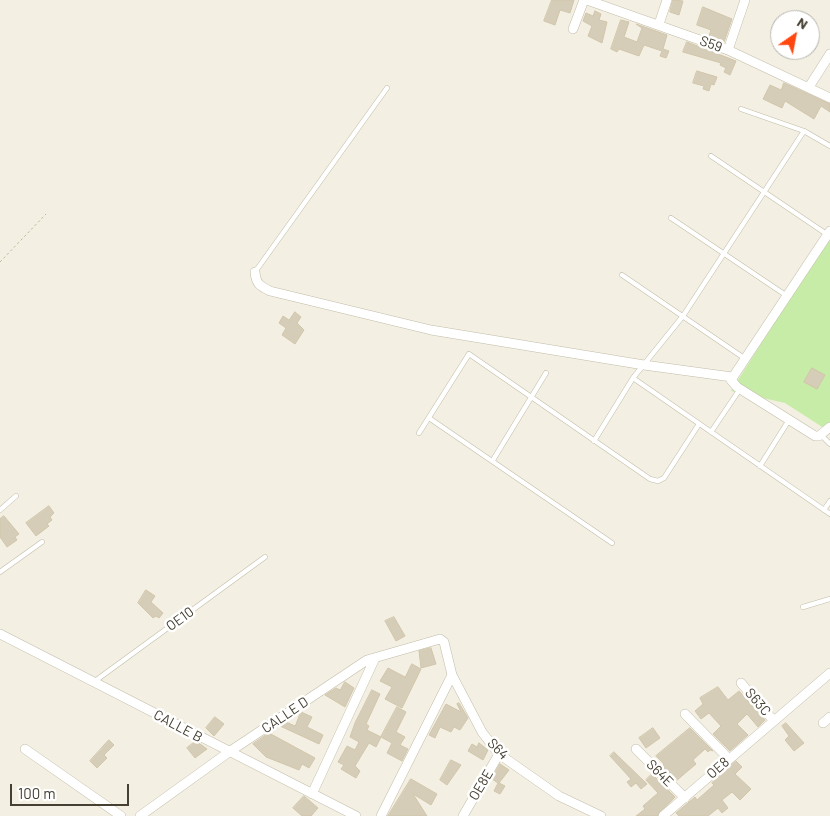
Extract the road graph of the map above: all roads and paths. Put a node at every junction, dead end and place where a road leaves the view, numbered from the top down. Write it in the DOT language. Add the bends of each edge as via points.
graph roads {
  1 [pos="586,0"];
  2 [pos="667,0"];
  3 [pos="745,0"];
  4 [pos="659,24"];
  5 [pos="573,29"];
  6 [pos="728,50"];
  7 [pos="830,54"];
  8 [pos="387,88"];
  9 [pos="809,88"];
  10 [pos="830,98"];
  11 [pos="741,109"];
  12 [pos="804,131"];
  13 [pos="830,146"];
  14 [pos="711,156"];
  15 [pos="764,192"];
  16 [pos="46,214"];
  17 [pos="671,218"];
  18 [pos="829,233"];
  19 [pos="724,254"];
  20 [pos="0,262"];
  21 [pos="256,272"];
  22 [pos="622,275"];
  23 [pos="787,296"];
  24 [pos="682,316"];
  25 [pos="744,358"];
  26 [pos="644,365"];
  27 [pos="546,373"];
  28 [pos="732,377"];
  29 [pos="633,378"];
  30 [pos="740,389"];
  31 [pos="533,399"];
  32 [pos="429,418"];
  33 [pos="789,420"];
  34 [pos="699,424"];
  35 [pos="830,427"];
  36 [pos="711,432"];
  37 [pos="419,433"];
  38 [pos="820,435"];
  39 [pos="594,441"];
  40 [pos="830,444"];
  41 [pos="493,460"];
  42 [pos="760,466"];
  43 [pos="16,496"];
  44 [pos="830,500"];
  45 [pos="0,510"];
  46 [pos="824,510"];
  47 [pos="830,514"];
  48 [pos="42,542"];
  49 [pos="612,543"];
  50 [pos="266,557"];
  51 [pos="0,572"];
  52 [pos="830,599"];
  53 [pos="803,607"];
  54 [pos="0,634"];
  55 [pos="442,640"];
  56 [pos="375,658"];
  57 [pos="830,673"];
  58 [pos="452,675"];
  59 [pos="94,682"];
  60 [pos="742,683"];
  61 [pos="685,714"];
  62 [pos="774,721"];
  63 [pos="25,748"];
  64 [pos="636,749"];
  65 [pos="229,752"];
  66 [pos="499,754"];
  67 [pos="729,759"];
  68 [pos="312,794"];
  69 [pos="684,798"];
  70 [pos="121,816"];
  71 [pos="140,816"];
  72 [pos="356,816"];
  73 [pos="381,816"];
  74 [pos="463,816"];
  75 [pos="601,816"];
  76 [pos="663,816"];
  1 -- 4 [label="street, S59"];
  1 -- 5 [label="street"];
  2 -- 4 [label="street"];
  3 -- 6 [label="street"];
  4 -- 6 [label="street, S59"];
  6 -- 9 [label="street, S59"];
  7 -- 9 [label="street"];
  8 -- 21 [label="lane"];
  9 -- 10 [label="street, S59"];
  11 -- 12 [label="lane"];
  12 -- 13 [label="lane"];
  12 -- 15 [label="lane"];
  14 -- 15 [label="lane"];
  15 -- 18 [label="lane"];
  15 -- 19 [label="lane"];
  16 -- 20 [label="path"];
  17 -- 19 [label="lane"];
  18 -- 23 [label="street"];
  19 -- 23 [label="lane"];
  19 -- 24 [label="lane"];
  21 -- 26 [label="street" via="256,281 270,291 422,328"];
  22 -- 24 [label="lane"];
  23 -- 25 [label="street"];
  24 -- 25 [label="lane"];
  24 -- 26 [label="lane"];
  25 -- 28 [label="street"];
  26 -- 28 [label="street"];
  26 -- 29 [label="lane"];
  27 -- 31 [label="lane"];
  28 -- 30 [label="street"];
  29 -- 34 [label="lane"];
  29 -- 39 [label="lane"];
  30 -- 33 [label="street"];
  30 -- 36 [label="lane"];
  31 -- 32 [label="lane" via="469,354"];
  31 -- 39 [label="lane"];
  31 -- 41 [label="lane"];
  32 -- 37 [label="lane"];
  32 -- 41 [label="lane"];
  33 -- 38 [label="street" via="815,436"];
  33 -- 42 [label="lane"];
  34 -- 36 [label="lane"];
  34 -- 39 [label="lane" via="664,478 658,481 650,479"];
  35 -- 38 [label="street"];
  36 -- 42 [label="lane"];
  38 -- 40 [label="lane"];
  41 -- 49 [label="lane"];
  42 -- 46 [label="lane"];
  43 -- 45 [label="lane"];
  44 -- 46 [label="lane"];
  46 -- 47 [label="lane"];
  48 -- 51 [label="lane"];
  50 -- 59 [label="lane, OE10"];
  52 -- 53 [label="lane"];
  54 -- 59 [label="street, CALLE B"];
  55 -- 56 [label="street, CALLE D"];
  55 -- 58 [label="street, S64"];
  56 -- 65 [label="street, CALLE D" via="367,660"];
  56 -- 68 [label="street"];
  57 -- 62 [label="street, OE8"];
  58 -- 66 [label="street, S64" via="482,732"];
  58 -- 73 [label="street"];
  59 -- 65 [label="street, CALLE B"];
  60 -- 62 [label="street, S63C"];
  61 -- 67 [label="street"];
  62 -- 67 [label="street, OE8"];
  63 -- 70 [label="street"];
  64 -- 69 [label="street, S64E"];
  65 -- 68 [label="street, CALLE B"];
  65 -- 71 [label="street, CALLE D"];
  66 -- 74 [label="street, OE8E"];
  66 -- 75 [label="street, S64" via="559,796"];
  67 -- 69 [label="street, OE8"];
  68 -- 72 [label="street, CALLE B"];
  69 -- 76 [label="street, OE8"];
}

§ **ACTIVITY**:
Please set down the records exactly, and keep every image out of the copy.

§ **REPLY**:
Extract the road graph of the map above: all roads and paths. Put a node at every junction, dead end and place where a road leaves the view, numbered from the top down. Write it in the DOT language. Add the bends of each edge as via points.
graph roads {
  1 [pos="586,0"];
  2 [pos="667,0"];
  3 [pos="745,0"];
  4 [pos="659,24"];
  5 [pos="573,29"];
  6 [pos="728,50"];
  7 [pos="830,54"];
  8 [pos="387,88"];
  9 [pos="809,88"];
  10 [pos="830,98"];
  11 [pos="741,109"];
  12 [pos="804,131"];
  13 [pos="830,146"];
  14 [pos="711,156"];
  15 [pos="764,192"];
  16 [pos="46,214"];
  17 [pos="671,218"];
  18 [pos="829,233"];
  19 [pos="724,254"];
  20 [pos="0,262"];
  21 [pos="256,272"];
  22 [pos="622,275"];
  23 [pos="787,296"];
  24 [pos="682,316"];
  25 [pos="744,358"];
  26 [pos="644,365"];
  27 [pos="546,373"];
  28 [pos="732,377"];
  29 [pos="633,378"];
  30 [pos="740,389"];
  31 [pos="533,399"];
  32 [pos="429,418"];
  33 [pos="789,420"];
  34 [pos="699,424"];
  35 [pos="830,427"];
  36 [pos="711,432"];
  37 [pos="419,433"];
  38 [pos="820,435"];
  39 [pos="594,441"];
  40 [pos="830,444"];
  41 [pos="493,460"];
  42 [pos="760,466"];
  43 [pos="16,496"];
  44 [pos="830,500"];
  45 [pos="0,510"];
  46 [pos="824,510"];
  47 [pos="830,514"];
  48 [pos="42,542"];
  49 [pos="612,543"];
  50 [pos="266,557"];
  51 [pos="0,572"];
  52 [pos="830,599"];
  53 [pos="803,607"];
  54 [pos="0,634"];
  55 [pos="442,640"];
  56 [pos="375,658"];
  57 [pos="830,673"];
  58 [pos="452,675"];
  59 [pos="94,682"];
  60 [pos="742,683"];
  61 [pos="685,714"];
  62 [pos="774,721"];
  63 [pos="25,748"];
  64 [pos="636,749"];
  65 [pos="229,752"];
  66 [pos="499,754"];
  67 [pos="729,759"];
  68 [pos="312,794"];
  69 [pos="684,798"];
  70 [pos="121,816"];
  71 [pos="140,816"];
  72 [pos="356,816"];
  73 [pos="381,816"];
  74 [pos="463,816"];
  75 [pos="601,816"];
  76 [pos="663,816"];
  1 -- 4 [label="street, S59"];
  1 -- 5 [label="street"];
  2 -- 4 [label="street"];
  3 -- 6 [label="street"];
  4 -- 6 [label="street, S59"];
  6 -- 9 [label="street, S59"];
  7 -- 9 [label="street"];
  8 -- 21 [label="lane"];
  9 -- 10 [label="street, S59"];
  11 -- 12 [label="lane"];
  12 -- 13 [label="lane"];
  12 -- 15 [label="lane"];
  14 -- 15 [label="lane"];
  15 -- 18 [label="lane"];
  15 -- 19 [label="lane"];
  16 -- 20 [label="path"];
  17 -- 19 [label="lane"];
  18 -- 23 [label="street"];
  19 -- 23 [label="lane"];
  19 -- 24 [label="lane"];
  21 -- 26 [label="street" via="256,281 270,291 422,328"];
  22 -- 24 [label="lane"];
  23 -- 25 [label="street"];
  24 -- 25 [label="lane"];
  24 -- 26 [label="lane"];
  25 -- 28 [label="street"];
  26 -- 28 [label="street"];
  26 -- 29 [label="lane"];
  27 -- 31 [label="lane"];
  28 -- 30 [label="street"];
  29 -- 34 [label="lane"];
  29 -- 39 [label="lane"];
  30 -- 33 [label="street"];
  30 -- 36 [label="lane"];
  31 -- 32 [label="lane" via="469,354"];
  31 -- 39 [label="lane"];
  31 -- 41 [label="lane"];
  32 -- 37 [label="lane"];
  32 -- 41 [label="lane"];
  33 -- 38 [label="street" via="815,436"];
  33 -- 42 [label="lane"];
  34 -- 36 [label="lane"];
  34 -- 39 [label="lane" via="664,478 658,481 650,479"];
  35 -- 38 [label="street"];
  36 -- 42 [label="lane"];
  38 -- 40 [label="lane"];
  41 -- 49 [label="lane"];
  42 -- 46 [label="lane"];
  43 -- 45 [label="lane"];
  44 -- 46 [label="lane"];
  46 -- 47 [label="lane"];
  48 -- 51 [label="lane"];
  50 -- 59 [label="lane, OE10"];
  52 -- 53 [label="lane"];
  54 -- 59 [label="street, CALLE B"];
  55 -- 56 [label="street, CALLE D"];
  55 -- 58 [label="street, S64"];
  56 -- 65 [label="street, CALLE D" via="367,660"];
  56 -- 68 [label="street"];
  57 -- 62 [label="street, OE8"];
  58 -- 66 [label="street, S64" via="482,732"];
  58 -- 73 [label="street"];
  59 -- 65 [label="street, CALLE B"];
  60 -- 62 [label="street, S63C"];
  61 -- 67 [label="street"];
  62 -- 67 [label="street, OE8"];
  63 -- 70 [label="street"];
  64 -- 69 [label="street, S64E"];
  65 -- 68 [label="street, CALLE B"];
  65 -- 71 [label="street, CALLE D"];
  66 -- 74 [label="street, OE8E"];
  66 -- 75 [label="street, S64" via="559,796"];
  67 -- 69 [label="street, OE8"];
  68 -- 72 [label="street, CALLE B"];
  69 -- 76 [label="street, OE8"];
}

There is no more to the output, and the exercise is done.